Botid avait lancé une entreprise de manufacture pour particuliers en mode DIY (Do It Yourself : A faire soi-même) qui proposait aux clients de construire eux-mêmes les objets de leurs quotidiens à partir d’outils numériques tels que les imprimantes 3D et autres découpes lasers. Vilem avait tenté de l’aider en lui glissant des contacts qu’il avait obtenus lors de ses interviews.

Vit, discret jusque-là, sortit de son silence.

— Et moi, Vilem, puisque je crois que c’est mon tour de raconter un peu ma vie, je continue mes recherches avec moins de moyens mais toujours cette volonté naïve de parvenir à quelque chose.

Vit était chercheur en théologie et étudiait plus spécifiquement l’approche économique des courants religieux, anciens ou récents.

— Vit, ce que tu dis est déprimant. Reprends un rhum, celui-là est à l’orange, lui conseilla Ludovik en riant, tout en lui remplissant son verre.

— Merci Ludo, mais je n’ai pas forcément besoin d’alcool pour relativiser ma vie.

— Et sur quoi bosses-tu en ce moment plus précisément ? demanda Vilem, très intéressé par le sujet.

— Je décortique les arguments économiques des groupes religieux. Les constats qu’ils établissent sont souvent les mêmes mais les réponses qu’ils y apportent sont beaucoup plus riches.

— Pas difficile vu ce que nous laisse ce système financier pourri, remarqua Ludovik.

— Ça, c’est de l’anti-capitalisme primaire, rétorqua Botid. Tu ne te souviens pas ce qu’ont vécus nos parents et grands-parents pendant le communisme ?

— Attention les gars, arrêtez d’opposer toujours le capitalisme au communisme, l’économie n’est pas binaire, dit Vit, montant la voix soudainement.

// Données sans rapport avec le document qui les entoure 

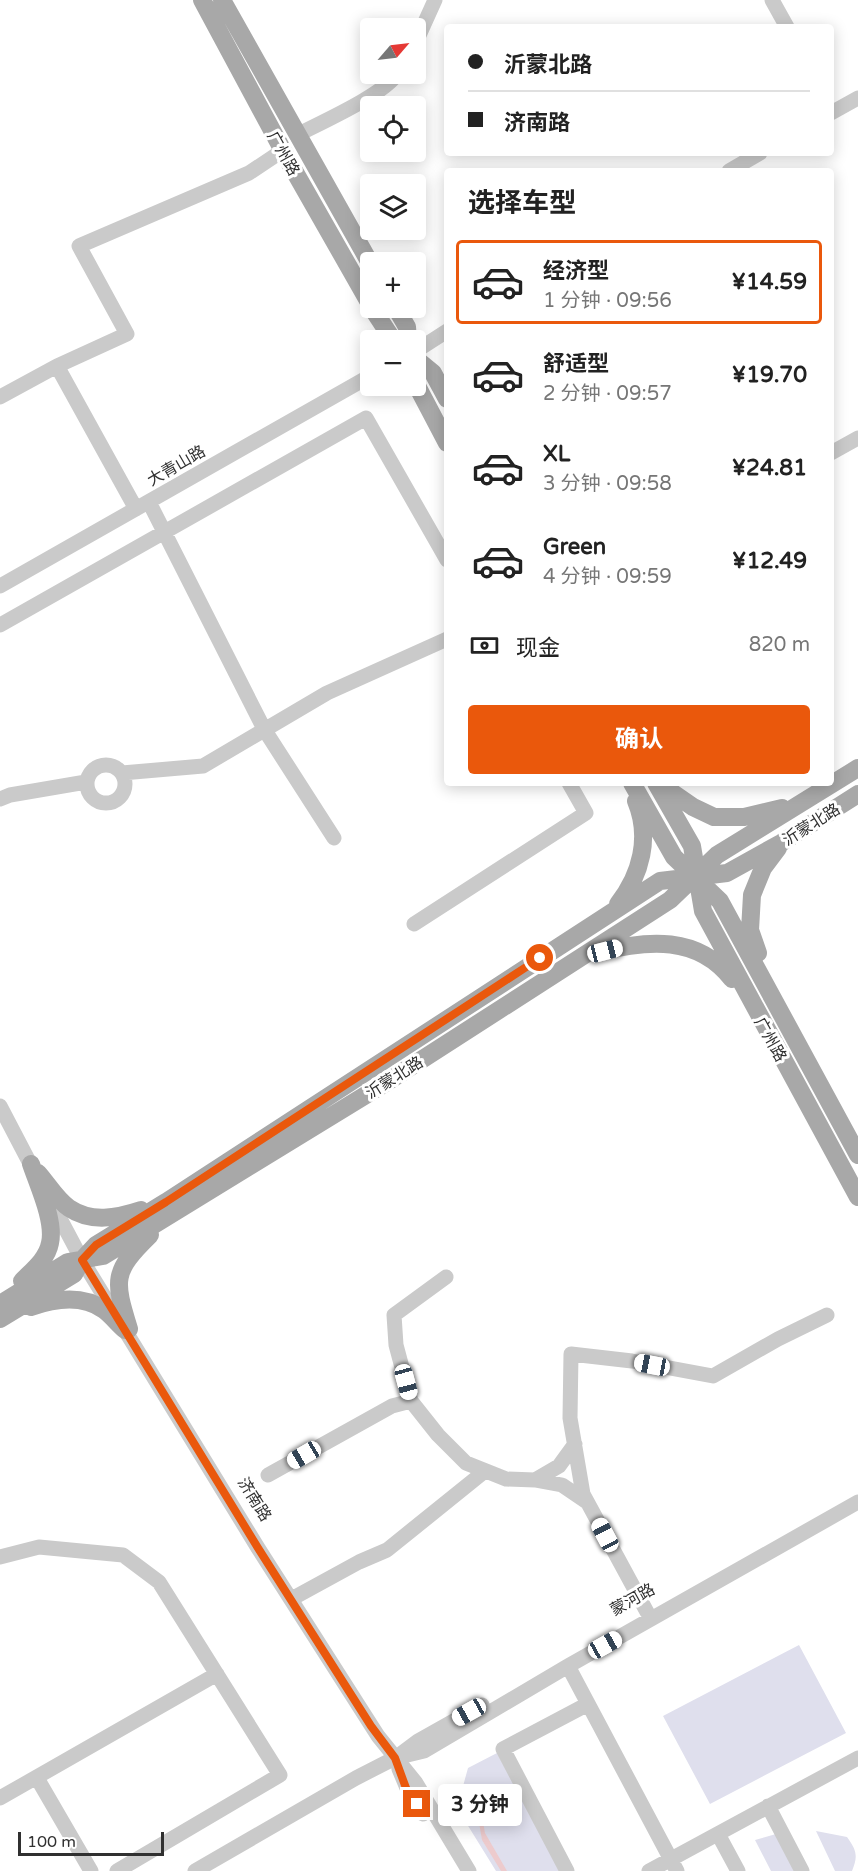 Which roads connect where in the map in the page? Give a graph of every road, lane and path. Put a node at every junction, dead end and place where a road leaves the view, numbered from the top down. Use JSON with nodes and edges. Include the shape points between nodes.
{"nodes":[{"id":1,"x":202,"y":0,"type":"edge"},
{"id":2,"x":222,"y":0,"type":"edge"},
{"id":3,"x":435,"y":0,"type":"edge"},
{"id":4,"x":772,"y":0,"type":"edge"},
{"id":5,"x":426,"y":20,"type":"edge"},
{"id":6,"x":785,"y":24,"type":"edge"},
{"id":7,"x":387,"y":84,"type":"edge"},
{"id":8,"x":858,"y":98,"type":"edge"},
{"id":9,"x":834,"y":111,"type":"edge"},
{"id":10,"x":297,"y":135,"type":"junction"},
{"id":11,"x":282,"y":151,"type":"junction"},
{"id":12,"x":755,"y":156,"type":"edge"},
{"id":13,"x":734,"y":168,"type":"edge"},
{"id":14,"x":364,"y":252,"type":"edge"},
{"id":15,"x":360,"y":287,"type":"edge"},
{"id":16,"x":444,"y":333,"type":"edge"},
{"id":17,"x":426,"y":345,"type":"edge"},
{"id":18,"x":57,"y":366,"type":"junction"},
{"id":19,"x":426,"y":367,"type":"edge"},
{"id":20,"x":360,"y":382,"type":"edge"},
{"id":21,"x":444,"y":393,"type":"edge"},
{"id":22,"x":422,"y":396,"type":"edge"},
{"id":23,"x":0,"y":397,"type":"edge"},
{"id":24,"x":444,"y":437,"type":"edge"},
{"id":25,"x":858,"y":438,"type":"edge"},
{"id":26,"x":834,"y":451,"type":"edge"},
{"id":27,"x":142,"y":505,"type":"junction"},
{"id":28,"x":164,"y":533,"type":"junction"},
{"id":29,"x":444,"y":555,"type":"edge"},
{"id":30,"x":0,"y":586,"type":"edge"},
{"id":31,"x":0,"y":625,"type":"edge"},
{"id":32,"x":444,"y":640,"type":"edge"},
{"id":33,"x":264,"y":729,"type":"junction"},
{"id":34,"x":858,"y":768,"type":"edge"},
{"id":35,"x":122,"y":773,"type":"junction"},
{"id":36,"x":86,"y":782,"type":"junction"},
{"id":37,"x":834,"y":783,"type":"edge"},
{"id":38,"x":571,"y":786,"type":"edge"},
{"id":39,"x":631,"y":786,"type":"edge"},
{"id":40,"x":632,"y":786,"type":"edge"},
{"id":41,"x":658,"y":786,"type":"edge"},
{"id":42,"x":665,"y":786,"type":"edge"},
{"id":43,"x":829,"y":786,"type":"edge"},
{"id":44,"x":858,"y":794,"type":"edge"},
{"id":45,"x":812,"y":797,"type":"junction"},
{"id":46,"x":0,"y":799,"type":"edge"},
{"id":47,"x":334,"y":838,"type":"dead end"},
{"id":48,"x":782,"y":843,"type":"junction"},
{"id":49,"x":696,"y":876,"type":"junction"},
{"id":50,"x":613,"y":911,"type":"junction"},
{"id":51,"x":414,"y":924,"type":"dead end"},
{"id":52,"x":582,"y":956,"type":"junction"},
{"id":53,"x":773,"y":1000,"type":"junction"},
{"id":54,"x":754,"y":1008,"type":"junction"},
{"id":55,"x":1,"y":1110,"type":"edge"},
{"id":56,"x":858,"y":1155,"type":"edge"},
{"id":57,"x":31,"y":1164,"type":"junction"},
{"id":58,"x":858,"y":1197,"type":"edge"},
{"id":59,"x":169,"y":1207,"type":"junction"},
{"id":60,"x":82,"y":1260,"type":"junction"},
{"id":61,"x":446,"y":1277,"type":"dead end"},
{"id":62,"x":1,"y":1311,"type":"edge"},
{"id":63,"x":827,"y":1315,"type":"dead end"},
{"id":64,"x":127,"y":1330,"type":"junction"},
{"id":65,"x":411,"y":1401,"type":"junction"},
{"id":66,"x":574,"y":1444,"type":"junction"},
{"id":67,"x":485,"y":1471,"type":"junction"},
{"id":68,"x":268,"y":1475,"type":"dead end"},
{"id":69,"x":535,"y":1480,"type":"junction"},
{"id":70,"x":858,"y":1493,"type":"edge"},
{"id":71,"x":587,"y":1502,"type":"junction"},
{"id":72,"x":858,"y":1502,"type":"edge"},
{"id":73,"x":0,"y":1557,"type":"edge"},
{"id":74,"x":295,"y":1597,"type":"junction"},
{"id":75,"x":646,"y":1612,"type":"junction"},
{"id":76,"x":568,"y":1666,"type":"junction"},
{"id":77,"x":217,"y":1674,"type":"junction"},
{"id":78,"x":588,"y":1704,"type":"junction"},
{"id":79,"x":395,"y":1758,"type":"junction"},
{"id":80,"x":858,"y":1758,"type":"edge"},
{"id":81,"x":37,"y":1778,"type":"junction"},
{"id":82,"x":0,"y":1798,"type":"edge"},
{"id":83,"x":768,"y":1806,"type":"junction"},
{"id":84,"x":718,"y":1834,"type":"junction"},
{"id":85,"x":674,"y":1865,"type":"edge"},
{"id":86,"x":91,"y":1871,"type":"edge"},
{"id":87,"x":117,"y":1871,"type":"edge"},
{"id":88,"x":195,"y":1871,"type":"edge"},
{"id":89,"x":212,"y":1871,"type":"edge"},
{"id":90,"x":459,"y":1871,"type":"edge"},
{"id":91,"x":469,"y":1871,"type":"edge"},
{"id":92,"x":567,"y":1871,"type":"edge"},
{"id":93,"x":649,"y":1871,"type":"edge"},
{"id":94,"x":738,"y":1871,"type":"edge"},
{"id":95,"x":802,"y":1871,"type":"edge"}],
"edges":[{"from":1,"to":11,"type":"main road","name":"广州路"},
{"from":2,"to":10,"type":"main road","name":"广州路"},
{"from":3,"to":5,"type":"street"},
{"from":4,"to":6,"type":"street"},
{"from":7,"to":10,"type":"street"},
{"from":8,"to":9,"type":"street"},
{"from":10,"to":14,"type":"main road","name":"广州路"},
{"from":11,"to":15,"type":"main road","name":"广州路"},
{"from":11,"to":18,"type":"street","via":[[249,173],[79,246],[127,334]]},
{"from":12,"to":13,"type":"street"},
{"from":16,"to":17,"type":"street"},
{"from":18,"to":23,"type":"street"},
{"from":18,"to":27,"type":"street"},
{"from":19,"to":21,"type":"main road"},
{"from":20,"to":27,"type":"street","name":"大青山路"},
{"from":22,"to":24,"type":"main road"},
{"from":25,"to":26,"type":"street"},
{"from":27,"to":28,"type":"street"},
{"from":27,"to":30,"type":"street","name":"大青山路"},
{"from":28,"to":29,"type":"street","via":[[366,418]]},
{"from":28,"to":31,"type":"street"},
{"from":28,"to":33,"type":"street"},
{"from":32,"to":33,"type":"street","via":[[327,693]]},
{"from":33,"to":35,"type":"street","via":[[203,766]]},
{"from":33,"to":47,"type":"street"},
{"from":34,"to":37,"type":"main road","name":"沂蒙北路"},
{"from":35,"to":36,"type":"street","via":[[111,765],[99,765]]},
{"from":35,"to":36,"type":"street","via":[[124,791],[108,803],[94,799]]},
{"from":36,"to":46,"type":"street"},
{"from":38,"to":51,"type":"street","via":[[586,813]]},
{"from":39,"to":50,"type":"main road","via":[[643,835],[641,863],[630,889]]},
{"from":40,"to":49,"type":"main road","name":"广州路","via":[[674,856]]},
{"from":41,"to":49,"type":"main road","name":"广州路","via":[[692,846]]},
{"from":42,"to":45,"type":"main road","via":[[714,817],[744,817]]},
{"from":43,"to":45,"type":"main road","name":"沂蒙北路"},
{"from":44,"to":48,"type":"main road","name":"沂蒙北路"},
{"from":45,"to":49,"type":"main road","name":"沂蒙北路","via":[[717,855]]},
{"from":48,"to":49,"type":"main road","name":"沂蒙北路","via":[[727,873]]},
{"from":48,"to":53,"type":"main road","via":[[763,868],[752,894],[750,930]]},
{"from":49,"to":50,"type":"main road","name":"沂蒙北路","via":[[660,881]]},
{"from":49,"to":52,"type":"main road","name":"沂蒙北路","via":[[670,900]]},
{"from":49,"to":53,"type":"main road","name":"广州路","via":[[720,900]]},
{"from":49,"to":54,"type":"main road","name":"广州路","via":[[703,911]]},
{"from":50,"to":59,"type":"main road","name":"沂蒙北路"},
{"from":52,"to":54,"type":"main road","via":[[627,945],[675,945],[707,955],[725,970]]},
{"from":52,"to":59,"type":"main road","name":"沂蒙北路","via":[[387,1082]]},
{"from":53,"to":56,"type":"main road","name":"广州路"},
{"from":54,"to":58,"type":"main road","name":"广州路"},
{"from":55,"to":57,"type":"street","name":"济南路"},
{"from":57,"to":59,"type":"main road","via":[[68,1208],[89,1216],[104,1219]]},
{"from":57,"to":60,"type":"street","name":"济南路"},
{"from":57,"to":62,"type":"main road","via":[[48,1214],[50,1243],[41,1263]]},
{"from":59,"to":60,"type":"main road","name":"沂蒙北路","via":[[102,1256]]},
{"from":59,"to":64,"type":"main road","via":[[128,1257],[119,1277]]},
{"from":60,"to":62,"type":"main road","name":"沂蒙北路","via":[[74,1274]]},
{"from":60,"to":64,"type":"street","name":"济南路","via":[[101,1282]]},
{"from":61,"to":65,"type":"street","via":[[394,1315],[396,1345]]},
{"from":62,"to":64,"type":"main road","via":[[60,1300],[83,1300],[104,1309]]},
{"from":63,"to":66,"type":"street","via":[[713,1376],[571,1354],[570,1418]]},
{"from":64,"to":74,"type":"street","name":"济南路"},
{"from":64,"to":79,"type":"street","name":"济南路","via":[[351,1696]]},
{"from":65,"to":67,"type":"street","via":[[438,1436],[466,1463]]},
{"from":65,"to":68,"type":"street","via":[[392,1406]]},
{"from":66,"to":69,"type":"street","via":[[559,1466]]},
{"from":66,"to":71,"type":"street"},
{"from":67,"to":69,"type":"street","via":[[506,1479]]},
{"from":67,"to":74,"type":"street","via":[[387,1550]]},
{"from":69,"to":71,"type":"street","via":[[562,1485]]},
{"from":70,"to":75,"type":"street","name":"蒙河路"},
{"from":71,"to":75,"type":"street"},
{"from":72,"to":76,"type":"street","name":"蒙河路"},
{"from":73,"to":77,"type":"street","via":[[39,1547],[123,1555],[159,1581]]},
{"from":74,"to":79,"type":"street","name":"济南路"},
{"from":75,"to":79,"type":"street","name":"蒙河路","via":[[418,1741]]},
{"from":76,"to":78,"type":"street"},
{"from":76,"to":79,"type":"street","name":"蒙河路","via":[[424,1751]]},
{"from":77,"to":81,"type":"street"},
{"from":77,"to":87,"type":"street","via":[[280,1775]]},
{"from":78,"to":85,"type":"street"},
{"from":78,"to":92,"type":"street","via":[[503,1749]]},
{"from":79,"to":88,"type":"street","name":"蒙河路"},
{"from":79,"to":89,"type":"street","name":"蒙河路","via":[[361,1785]]},
{"from":79,"to":90,"type":"street","name":"济南路","via":[[406,1788]]},
{"from":79,"to":91,"type":"street","name":"济南路","via":[[416,1783]]},
{"from":80,"to":83,"type":"street"},
{"from":81,"to":82,"type":"street"},
{"from":81,"to":86,"type":"street"},
{"from":83,"to":84,"type":"street"},
{"from":83,"to":95,"type":"street"},
{"from":84,"to":85,"type":"street"},
{"from":84,"to":94,"type":"street"},
{"from":85,"to":93,"type":"street"}]}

— Et qu’est-ce que tu proposes ? demanda Botid.

— Moi, rien, je veux juste dire qu’il existe beaucoup d’approches économiques. Et la spiritualité sera la clé de voûte du prochain système totalitaire, vous verrez, prophétisa Vit.

Le silence se fit.

— Allez, on parle d’autres choses, j’ai une petite anecdote à vous raconter et je vous assure qu’elle est croustillante, proposa Ludovik pour détendre l’atmosphère.

— Vas-y Ludo, j’ai confiance en toi, lui lança Vilem avec un clin d’œil.

Les discussions avaient continué tard dans la nuit, au rythme des rhums, alternant entre des débats politiques et des anecdotes ridicules de la fac. Vilem avait remarqué que même s’ils restaient des mois sans se contacter, leur amitié était toujours aussi forte et la complicité chaque fois au rendez-vous. Les mystères de l’amitié, pensa-t-il. Les trois amis étaient restés sur place tant leur alcoolémie était élevée. Aucun d’eux ne pouvait rentrer en l’état et Vilem dut improviser des couchages dans son appartement.